__Required action__. Among these records, which lines include "main"? Copy them out.

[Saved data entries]
********
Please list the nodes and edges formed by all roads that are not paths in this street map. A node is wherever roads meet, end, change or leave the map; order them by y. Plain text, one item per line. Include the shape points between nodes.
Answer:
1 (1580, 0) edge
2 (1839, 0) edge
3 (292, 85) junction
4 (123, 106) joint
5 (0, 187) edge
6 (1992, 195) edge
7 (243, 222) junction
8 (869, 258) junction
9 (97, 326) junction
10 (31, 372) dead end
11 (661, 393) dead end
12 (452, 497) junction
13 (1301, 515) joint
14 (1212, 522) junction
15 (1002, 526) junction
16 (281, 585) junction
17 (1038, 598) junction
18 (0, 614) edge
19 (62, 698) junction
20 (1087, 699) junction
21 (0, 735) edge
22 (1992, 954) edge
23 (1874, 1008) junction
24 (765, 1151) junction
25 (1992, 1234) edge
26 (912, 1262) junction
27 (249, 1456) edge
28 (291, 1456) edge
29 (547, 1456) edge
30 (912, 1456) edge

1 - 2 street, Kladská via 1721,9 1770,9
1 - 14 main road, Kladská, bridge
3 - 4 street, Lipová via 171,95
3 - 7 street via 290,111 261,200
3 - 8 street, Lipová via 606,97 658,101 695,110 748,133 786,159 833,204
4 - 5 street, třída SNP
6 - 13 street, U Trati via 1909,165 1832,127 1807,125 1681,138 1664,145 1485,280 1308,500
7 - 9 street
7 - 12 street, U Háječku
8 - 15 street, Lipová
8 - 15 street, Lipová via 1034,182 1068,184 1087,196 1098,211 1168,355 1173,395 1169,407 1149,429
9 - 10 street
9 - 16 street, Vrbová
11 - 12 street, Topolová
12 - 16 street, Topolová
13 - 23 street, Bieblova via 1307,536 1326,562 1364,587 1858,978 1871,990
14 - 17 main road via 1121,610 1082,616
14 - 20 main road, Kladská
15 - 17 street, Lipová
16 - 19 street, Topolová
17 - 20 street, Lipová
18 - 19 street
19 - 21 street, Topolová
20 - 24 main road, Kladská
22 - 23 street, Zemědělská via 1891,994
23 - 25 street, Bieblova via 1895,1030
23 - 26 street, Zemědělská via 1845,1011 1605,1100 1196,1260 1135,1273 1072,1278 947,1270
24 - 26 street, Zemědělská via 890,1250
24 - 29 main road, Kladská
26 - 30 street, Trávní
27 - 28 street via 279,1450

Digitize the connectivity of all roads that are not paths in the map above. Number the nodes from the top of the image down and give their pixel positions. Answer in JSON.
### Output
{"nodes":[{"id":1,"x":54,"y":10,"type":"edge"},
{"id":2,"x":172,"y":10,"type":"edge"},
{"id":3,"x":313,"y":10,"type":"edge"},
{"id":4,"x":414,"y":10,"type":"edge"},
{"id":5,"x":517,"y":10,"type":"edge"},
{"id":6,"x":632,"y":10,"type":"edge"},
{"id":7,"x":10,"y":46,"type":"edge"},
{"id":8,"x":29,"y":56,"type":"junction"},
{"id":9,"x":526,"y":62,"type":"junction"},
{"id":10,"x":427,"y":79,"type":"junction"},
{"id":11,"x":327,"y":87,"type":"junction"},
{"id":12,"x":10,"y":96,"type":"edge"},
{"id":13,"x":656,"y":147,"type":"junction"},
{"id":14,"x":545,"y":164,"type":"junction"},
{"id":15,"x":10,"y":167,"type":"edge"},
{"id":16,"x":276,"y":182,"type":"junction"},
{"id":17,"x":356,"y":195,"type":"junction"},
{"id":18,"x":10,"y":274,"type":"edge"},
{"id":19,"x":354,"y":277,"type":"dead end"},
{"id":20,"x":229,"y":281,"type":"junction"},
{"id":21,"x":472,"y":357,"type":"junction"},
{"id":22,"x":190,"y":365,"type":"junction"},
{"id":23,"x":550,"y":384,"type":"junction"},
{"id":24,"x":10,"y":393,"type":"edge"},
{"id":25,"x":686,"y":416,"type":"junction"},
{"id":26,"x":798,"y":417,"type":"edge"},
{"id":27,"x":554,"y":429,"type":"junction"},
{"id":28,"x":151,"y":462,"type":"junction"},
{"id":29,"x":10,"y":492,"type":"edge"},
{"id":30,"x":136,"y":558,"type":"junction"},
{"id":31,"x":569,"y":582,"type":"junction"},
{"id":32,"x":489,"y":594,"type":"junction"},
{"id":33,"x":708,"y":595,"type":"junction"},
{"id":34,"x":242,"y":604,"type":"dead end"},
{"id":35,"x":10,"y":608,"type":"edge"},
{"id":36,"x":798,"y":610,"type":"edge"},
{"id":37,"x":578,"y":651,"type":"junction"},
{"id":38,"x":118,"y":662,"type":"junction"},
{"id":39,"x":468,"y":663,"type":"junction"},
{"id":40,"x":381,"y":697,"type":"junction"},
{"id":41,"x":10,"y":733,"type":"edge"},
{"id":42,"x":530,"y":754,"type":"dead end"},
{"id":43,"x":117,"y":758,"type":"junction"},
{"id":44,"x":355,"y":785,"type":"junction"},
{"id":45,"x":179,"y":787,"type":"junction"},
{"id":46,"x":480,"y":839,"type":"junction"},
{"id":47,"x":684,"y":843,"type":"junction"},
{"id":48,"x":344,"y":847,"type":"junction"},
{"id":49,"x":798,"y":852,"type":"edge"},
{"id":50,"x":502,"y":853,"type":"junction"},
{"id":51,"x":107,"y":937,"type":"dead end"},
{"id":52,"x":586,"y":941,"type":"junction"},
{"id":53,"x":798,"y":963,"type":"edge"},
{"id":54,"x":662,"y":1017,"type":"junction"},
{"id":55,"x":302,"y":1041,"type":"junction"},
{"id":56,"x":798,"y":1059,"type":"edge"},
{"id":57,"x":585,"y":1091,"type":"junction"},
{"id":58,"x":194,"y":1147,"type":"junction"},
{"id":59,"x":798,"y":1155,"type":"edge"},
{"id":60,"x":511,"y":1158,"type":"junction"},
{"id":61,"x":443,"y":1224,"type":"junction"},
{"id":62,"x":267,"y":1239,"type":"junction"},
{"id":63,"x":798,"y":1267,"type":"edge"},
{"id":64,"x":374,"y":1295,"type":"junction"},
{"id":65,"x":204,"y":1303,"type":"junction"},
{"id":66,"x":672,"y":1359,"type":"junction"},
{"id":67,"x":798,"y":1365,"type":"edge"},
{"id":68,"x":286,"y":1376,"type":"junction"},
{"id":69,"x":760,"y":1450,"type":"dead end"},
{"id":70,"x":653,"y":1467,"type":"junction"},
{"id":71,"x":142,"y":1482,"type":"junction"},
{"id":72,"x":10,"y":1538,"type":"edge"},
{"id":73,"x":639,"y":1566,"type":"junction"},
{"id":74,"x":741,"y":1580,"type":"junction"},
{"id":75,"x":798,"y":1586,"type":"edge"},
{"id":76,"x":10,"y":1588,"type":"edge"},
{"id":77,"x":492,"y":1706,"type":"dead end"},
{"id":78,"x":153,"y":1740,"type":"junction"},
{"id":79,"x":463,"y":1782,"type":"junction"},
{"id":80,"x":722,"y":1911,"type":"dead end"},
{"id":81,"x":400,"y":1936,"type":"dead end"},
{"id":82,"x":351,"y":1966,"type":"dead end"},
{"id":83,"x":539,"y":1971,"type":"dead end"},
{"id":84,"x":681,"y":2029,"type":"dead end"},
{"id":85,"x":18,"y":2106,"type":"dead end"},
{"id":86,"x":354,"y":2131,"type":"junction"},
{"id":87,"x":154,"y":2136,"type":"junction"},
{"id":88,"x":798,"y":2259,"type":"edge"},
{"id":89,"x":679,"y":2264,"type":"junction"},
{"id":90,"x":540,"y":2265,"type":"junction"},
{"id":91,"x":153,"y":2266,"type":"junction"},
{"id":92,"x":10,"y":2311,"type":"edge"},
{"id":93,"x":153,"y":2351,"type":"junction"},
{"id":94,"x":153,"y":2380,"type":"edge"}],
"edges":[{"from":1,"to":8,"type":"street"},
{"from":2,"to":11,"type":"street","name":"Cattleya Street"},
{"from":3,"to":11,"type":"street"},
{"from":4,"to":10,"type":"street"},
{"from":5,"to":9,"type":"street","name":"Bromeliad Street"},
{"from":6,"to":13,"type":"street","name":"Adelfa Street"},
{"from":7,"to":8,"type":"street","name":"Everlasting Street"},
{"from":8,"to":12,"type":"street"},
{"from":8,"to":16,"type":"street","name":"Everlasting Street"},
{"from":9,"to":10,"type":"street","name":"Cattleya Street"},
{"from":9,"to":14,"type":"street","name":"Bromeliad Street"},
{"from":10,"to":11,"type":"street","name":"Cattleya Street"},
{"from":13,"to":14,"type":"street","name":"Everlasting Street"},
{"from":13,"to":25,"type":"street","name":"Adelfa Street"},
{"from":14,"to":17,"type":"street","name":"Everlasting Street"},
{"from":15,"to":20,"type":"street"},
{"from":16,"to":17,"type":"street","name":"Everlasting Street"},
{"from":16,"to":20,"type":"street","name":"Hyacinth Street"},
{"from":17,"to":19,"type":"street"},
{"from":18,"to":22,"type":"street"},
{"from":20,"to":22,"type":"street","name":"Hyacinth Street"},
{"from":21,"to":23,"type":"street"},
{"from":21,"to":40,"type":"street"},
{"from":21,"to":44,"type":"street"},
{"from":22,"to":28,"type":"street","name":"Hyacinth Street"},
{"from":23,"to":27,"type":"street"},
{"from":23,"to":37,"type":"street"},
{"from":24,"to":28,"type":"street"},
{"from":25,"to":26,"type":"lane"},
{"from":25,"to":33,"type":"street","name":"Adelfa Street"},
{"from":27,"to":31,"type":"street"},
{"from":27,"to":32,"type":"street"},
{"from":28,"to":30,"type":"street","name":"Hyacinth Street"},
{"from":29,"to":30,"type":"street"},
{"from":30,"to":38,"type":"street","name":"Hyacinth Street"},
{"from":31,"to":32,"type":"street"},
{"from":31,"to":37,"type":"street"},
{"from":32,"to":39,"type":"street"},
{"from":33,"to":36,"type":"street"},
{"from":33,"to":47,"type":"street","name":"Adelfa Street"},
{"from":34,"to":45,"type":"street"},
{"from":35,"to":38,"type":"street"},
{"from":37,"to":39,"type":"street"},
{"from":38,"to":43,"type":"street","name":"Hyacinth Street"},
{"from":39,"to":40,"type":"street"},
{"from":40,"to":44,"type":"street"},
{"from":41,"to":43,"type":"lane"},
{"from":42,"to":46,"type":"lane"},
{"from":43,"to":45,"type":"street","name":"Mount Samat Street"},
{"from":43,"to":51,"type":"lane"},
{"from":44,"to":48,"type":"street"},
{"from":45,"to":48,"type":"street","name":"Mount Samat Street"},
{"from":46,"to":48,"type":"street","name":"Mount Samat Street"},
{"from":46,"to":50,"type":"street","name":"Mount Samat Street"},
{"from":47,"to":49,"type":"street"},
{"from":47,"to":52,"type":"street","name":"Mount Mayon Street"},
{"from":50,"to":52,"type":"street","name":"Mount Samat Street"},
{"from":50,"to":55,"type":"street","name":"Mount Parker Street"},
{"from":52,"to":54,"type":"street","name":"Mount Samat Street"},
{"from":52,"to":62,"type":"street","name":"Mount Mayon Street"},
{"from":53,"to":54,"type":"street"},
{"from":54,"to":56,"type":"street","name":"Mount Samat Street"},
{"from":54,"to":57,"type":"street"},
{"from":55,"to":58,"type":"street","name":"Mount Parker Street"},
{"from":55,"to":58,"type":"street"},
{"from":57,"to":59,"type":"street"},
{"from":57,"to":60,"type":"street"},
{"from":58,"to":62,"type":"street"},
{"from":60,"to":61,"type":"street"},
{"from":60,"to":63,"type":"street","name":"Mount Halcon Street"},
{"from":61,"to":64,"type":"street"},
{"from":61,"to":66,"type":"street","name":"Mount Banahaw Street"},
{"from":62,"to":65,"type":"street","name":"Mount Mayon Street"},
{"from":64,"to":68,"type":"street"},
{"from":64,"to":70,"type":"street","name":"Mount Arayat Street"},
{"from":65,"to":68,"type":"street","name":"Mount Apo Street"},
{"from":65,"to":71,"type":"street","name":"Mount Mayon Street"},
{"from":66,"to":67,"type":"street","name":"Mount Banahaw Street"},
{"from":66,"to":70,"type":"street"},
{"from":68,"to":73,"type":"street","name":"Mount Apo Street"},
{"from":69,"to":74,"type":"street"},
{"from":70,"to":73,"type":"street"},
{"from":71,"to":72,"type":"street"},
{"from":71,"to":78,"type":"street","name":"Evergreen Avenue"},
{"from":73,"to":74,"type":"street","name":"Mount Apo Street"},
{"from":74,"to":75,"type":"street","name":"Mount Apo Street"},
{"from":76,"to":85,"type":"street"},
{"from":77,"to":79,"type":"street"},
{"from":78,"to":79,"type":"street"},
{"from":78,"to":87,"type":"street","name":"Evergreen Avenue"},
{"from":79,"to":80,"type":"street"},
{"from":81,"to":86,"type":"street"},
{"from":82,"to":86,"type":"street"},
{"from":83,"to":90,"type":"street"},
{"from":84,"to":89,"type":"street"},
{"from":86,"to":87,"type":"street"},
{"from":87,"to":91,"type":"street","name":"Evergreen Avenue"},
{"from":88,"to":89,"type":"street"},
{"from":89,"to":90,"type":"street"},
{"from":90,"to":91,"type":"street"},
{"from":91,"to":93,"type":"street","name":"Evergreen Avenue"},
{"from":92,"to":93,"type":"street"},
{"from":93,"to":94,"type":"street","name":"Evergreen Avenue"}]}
********
__Task solution__.
1 - 14 main road, Kladská, bridge
14 - 17 main road via 1121,610 1082,616
14 - 20 main road, Kladská
20 - 24 main road, Kladská
24 - 29 main road, Kladská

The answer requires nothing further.